ACTIVITY ▸ Copy out each line of the entries where the word "roads" is present.

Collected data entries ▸
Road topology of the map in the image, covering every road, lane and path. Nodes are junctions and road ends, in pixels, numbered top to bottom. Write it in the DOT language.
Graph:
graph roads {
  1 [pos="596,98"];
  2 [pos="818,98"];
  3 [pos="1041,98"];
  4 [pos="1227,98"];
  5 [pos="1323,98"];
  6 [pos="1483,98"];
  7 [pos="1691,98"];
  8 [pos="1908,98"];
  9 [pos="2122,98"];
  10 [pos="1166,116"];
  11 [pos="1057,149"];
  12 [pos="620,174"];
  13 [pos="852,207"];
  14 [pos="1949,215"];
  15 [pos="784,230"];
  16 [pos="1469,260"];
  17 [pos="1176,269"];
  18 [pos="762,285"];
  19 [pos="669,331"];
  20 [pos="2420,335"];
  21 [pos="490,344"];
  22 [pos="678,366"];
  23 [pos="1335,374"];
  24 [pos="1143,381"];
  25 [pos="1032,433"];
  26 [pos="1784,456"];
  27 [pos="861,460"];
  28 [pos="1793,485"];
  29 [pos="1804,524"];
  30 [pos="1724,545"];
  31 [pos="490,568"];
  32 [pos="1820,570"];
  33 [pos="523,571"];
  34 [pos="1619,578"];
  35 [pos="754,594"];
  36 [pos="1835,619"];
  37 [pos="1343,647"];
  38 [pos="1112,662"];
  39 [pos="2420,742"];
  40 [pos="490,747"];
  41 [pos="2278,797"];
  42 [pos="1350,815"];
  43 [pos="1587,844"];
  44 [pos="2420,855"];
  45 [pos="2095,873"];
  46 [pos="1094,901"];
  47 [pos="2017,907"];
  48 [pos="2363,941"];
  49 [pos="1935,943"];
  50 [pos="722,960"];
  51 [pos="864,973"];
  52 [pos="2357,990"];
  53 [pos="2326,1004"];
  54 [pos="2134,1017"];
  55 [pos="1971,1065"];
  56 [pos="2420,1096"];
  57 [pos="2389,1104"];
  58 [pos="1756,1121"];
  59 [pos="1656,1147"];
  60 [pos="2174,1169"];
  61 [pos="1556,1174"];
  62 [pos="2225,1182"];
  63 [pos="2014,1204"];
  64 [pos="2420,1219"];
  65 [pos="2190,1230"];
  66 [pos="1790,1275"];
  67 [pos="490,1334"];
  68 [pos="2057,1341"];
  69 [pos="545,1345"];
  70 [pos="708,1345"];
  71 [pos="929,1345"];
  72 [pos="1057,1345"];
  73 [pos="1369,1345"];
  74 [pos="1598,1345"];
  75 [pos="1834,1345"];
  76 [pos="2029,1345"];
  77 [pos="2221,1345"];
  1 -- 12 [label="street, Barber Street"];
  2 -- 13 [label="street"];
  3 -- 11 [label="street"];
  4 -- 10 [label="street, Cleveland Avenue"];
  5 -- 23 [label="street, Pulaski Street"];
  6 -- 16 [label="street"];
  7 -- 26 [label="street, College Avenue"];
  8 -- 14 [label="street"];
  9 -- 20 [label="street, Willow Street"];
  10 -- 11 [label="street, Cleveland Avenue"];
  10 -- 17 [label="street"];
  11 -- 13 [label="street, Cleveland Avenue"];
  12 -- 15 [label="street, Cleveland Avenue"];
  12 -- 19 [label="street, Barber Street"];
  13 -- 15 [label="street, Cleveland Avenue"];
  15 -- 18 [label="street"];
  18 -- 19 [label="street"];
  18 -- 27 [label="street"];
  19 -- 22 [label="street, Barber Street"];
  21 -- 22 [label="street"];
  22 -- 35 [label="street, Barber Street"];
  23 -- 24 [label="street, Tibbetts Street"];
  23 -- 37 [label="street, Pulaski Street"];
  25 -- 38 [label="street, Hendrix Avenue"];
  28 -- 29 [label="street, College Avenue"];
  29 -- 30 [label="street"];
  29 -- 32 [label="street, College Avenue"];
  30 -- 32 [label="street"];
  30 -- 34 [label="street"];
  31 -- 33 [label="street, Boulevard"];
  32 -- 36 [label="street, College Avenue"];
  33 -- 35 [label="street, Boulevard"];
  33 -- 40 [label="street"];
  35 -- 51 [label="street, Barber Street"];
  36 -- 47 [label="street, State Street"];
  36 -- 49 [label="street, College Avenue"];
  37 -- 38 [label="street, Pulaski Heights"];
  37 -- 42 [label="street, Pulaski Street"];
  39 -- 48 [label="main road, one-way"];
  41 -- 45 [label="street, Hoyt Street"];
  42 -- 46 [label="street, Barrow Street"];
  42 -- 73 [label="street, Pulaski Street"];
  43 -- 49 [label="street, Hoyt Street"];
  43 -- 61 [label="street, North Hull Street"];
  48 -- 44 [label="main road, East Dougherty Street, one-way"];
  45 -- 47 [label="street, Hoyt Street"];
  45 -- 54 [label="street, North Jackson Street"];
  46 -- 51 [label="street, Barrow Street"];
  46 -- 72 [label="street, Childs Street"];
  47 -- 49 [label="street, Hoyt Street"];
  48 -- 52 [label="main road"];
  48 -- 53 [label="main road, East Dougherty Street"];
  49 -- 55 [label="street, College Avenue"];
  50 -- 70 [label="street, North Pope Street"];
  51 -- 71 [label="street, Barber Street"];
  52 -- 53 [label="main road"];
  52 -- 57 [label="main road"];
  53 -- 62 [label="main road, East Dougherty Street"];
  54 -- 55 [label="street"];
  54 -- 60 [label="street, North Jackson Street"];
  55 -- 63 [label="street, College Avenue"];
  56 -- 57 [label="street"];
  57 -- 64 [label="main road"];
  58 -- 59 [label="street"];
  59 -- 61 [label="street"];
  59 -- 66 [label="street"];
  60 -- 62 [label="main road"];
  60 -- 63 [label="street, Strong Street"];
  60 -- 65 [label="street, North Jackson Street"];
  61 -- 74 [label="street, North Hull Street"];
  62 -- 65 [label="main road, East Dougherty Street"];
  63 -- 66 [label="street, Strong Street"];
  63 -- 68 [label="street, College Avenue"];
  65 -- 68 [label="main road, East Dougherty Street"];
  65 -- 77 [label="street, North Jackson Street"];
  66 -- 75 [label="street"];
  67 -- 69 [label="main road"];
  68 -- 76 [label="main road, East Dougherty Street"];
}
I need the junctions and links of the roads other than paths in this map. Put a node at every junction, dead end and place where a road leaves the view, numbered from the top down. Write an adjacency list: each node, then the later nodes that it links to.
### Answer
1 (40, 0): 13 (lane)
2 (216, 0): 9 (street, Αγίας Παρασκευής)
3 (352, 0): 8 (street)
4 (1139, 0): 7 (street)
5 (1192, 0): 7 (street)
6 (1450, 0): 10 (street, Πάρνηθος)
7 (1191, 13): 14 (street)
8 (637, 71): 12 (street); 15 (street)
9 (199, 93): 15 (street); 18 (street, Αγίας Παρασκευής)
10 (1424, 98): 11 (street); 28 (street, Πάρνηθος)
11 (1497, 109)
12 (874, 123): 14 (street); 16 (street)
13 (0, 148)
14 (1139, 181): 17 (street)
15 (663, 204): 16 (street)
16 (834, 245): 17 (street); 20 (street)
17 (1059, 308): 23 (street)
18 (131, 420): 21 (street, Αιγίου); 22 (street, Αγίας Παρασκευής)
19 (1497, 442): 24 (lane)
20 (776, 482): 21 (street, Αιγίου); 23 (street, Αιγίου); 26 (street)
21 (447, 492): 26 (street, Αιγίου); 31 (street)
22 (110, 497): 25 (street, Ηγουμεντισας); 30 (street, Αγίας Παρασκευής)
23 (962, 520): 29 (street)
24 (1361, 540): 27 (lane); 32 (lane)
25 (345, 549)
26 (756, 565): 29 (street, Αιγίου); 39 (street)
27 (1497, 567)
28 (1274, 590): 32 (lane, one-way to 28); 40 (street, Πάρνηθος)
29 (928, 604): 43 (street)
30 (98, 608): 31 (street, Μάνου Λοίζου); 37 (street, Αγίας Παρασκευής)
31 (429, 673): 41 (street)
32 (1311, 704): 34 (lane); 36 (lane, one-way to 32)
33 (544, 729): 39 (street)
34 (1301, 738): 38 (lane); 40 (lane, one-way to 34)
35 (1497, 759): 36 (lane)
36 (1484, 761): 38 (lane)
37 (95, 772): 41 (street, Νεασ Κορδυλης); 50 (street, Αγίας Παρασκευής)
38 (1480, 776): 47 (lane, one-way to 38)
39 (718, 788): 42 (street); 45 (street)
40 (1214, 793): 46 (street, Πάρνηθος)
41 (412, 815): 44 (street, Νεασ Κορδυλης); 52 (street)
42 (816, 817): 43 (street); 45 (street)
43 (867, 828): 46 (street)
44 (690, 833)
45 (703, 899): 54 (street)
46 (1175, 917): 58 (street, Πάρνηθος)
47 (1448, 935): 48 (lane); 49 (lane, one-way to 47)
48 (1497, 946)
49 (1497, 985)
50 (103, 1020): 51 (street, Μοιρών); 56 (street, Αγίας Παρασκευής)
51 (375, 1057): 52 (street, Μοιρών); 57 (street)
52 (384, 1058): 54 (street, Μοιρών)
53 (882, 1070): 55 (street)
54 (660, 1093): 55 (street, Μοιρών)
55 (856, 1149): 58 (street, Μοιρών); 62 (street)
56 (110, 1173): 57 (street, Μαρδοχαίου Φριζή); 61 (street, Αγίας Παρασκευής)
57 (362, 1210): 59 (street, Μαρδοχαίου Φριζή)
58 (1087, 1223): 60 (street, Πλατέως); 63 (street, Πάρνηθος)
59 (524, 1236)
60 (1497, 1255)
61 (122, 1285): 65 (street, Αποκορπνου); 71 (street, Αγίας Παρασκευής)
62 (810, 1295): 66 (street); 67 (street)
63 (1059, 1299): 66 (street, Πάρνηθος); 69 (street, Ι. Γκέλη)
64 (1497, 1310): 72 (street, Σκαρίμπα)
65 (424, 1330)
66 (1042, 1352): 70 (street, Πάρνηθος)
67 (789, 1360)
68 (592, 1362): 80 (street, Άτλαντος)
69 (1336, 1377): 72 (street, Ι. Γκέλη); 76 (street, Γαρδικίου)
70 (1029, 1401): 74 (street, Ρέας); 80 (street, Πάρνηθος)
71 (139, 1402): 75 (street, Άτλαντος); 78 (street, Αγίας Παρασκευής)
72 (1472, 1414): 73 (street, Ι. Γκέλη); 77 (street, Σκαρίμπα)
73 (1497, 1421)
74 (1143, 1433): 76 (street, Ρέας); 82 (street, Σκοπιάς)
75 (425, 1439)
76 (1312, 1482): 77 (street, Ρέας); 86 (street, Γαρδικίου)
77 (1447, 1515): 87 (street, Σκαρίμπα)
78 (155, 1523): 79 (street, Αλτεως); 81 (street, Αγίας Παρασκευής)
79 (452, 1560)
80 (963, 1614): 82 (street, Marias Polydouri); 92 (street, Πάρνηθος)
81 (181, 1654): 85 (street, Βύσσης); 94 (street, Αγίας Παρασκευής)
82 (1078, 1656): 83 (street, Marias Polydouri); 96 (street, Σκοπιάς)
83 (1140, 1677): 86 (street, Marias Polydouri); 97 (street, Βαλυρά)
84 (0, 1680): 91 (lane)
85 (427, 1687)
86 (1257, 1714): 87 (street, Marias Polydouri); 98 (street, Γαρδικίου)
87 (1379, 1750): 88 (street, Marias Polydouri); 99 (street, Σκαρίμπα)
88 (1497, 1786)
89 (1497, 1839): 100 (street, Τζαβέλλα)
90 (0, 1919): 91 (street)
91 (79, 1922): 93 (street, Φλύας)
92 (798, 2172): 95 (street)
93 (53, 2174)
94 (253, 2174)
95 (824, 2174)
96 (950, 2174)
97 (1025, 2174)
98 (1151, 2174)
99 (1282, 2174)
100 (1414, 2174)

WRITTEN REPLY ▸
graph roads {
I need the junctions and links of the roads other than paths in this map. Put a node at every junction, dead end and place where a road leaves the view, numbered from the top down. Write an adjacency list: each node, then the later nodes that it links to.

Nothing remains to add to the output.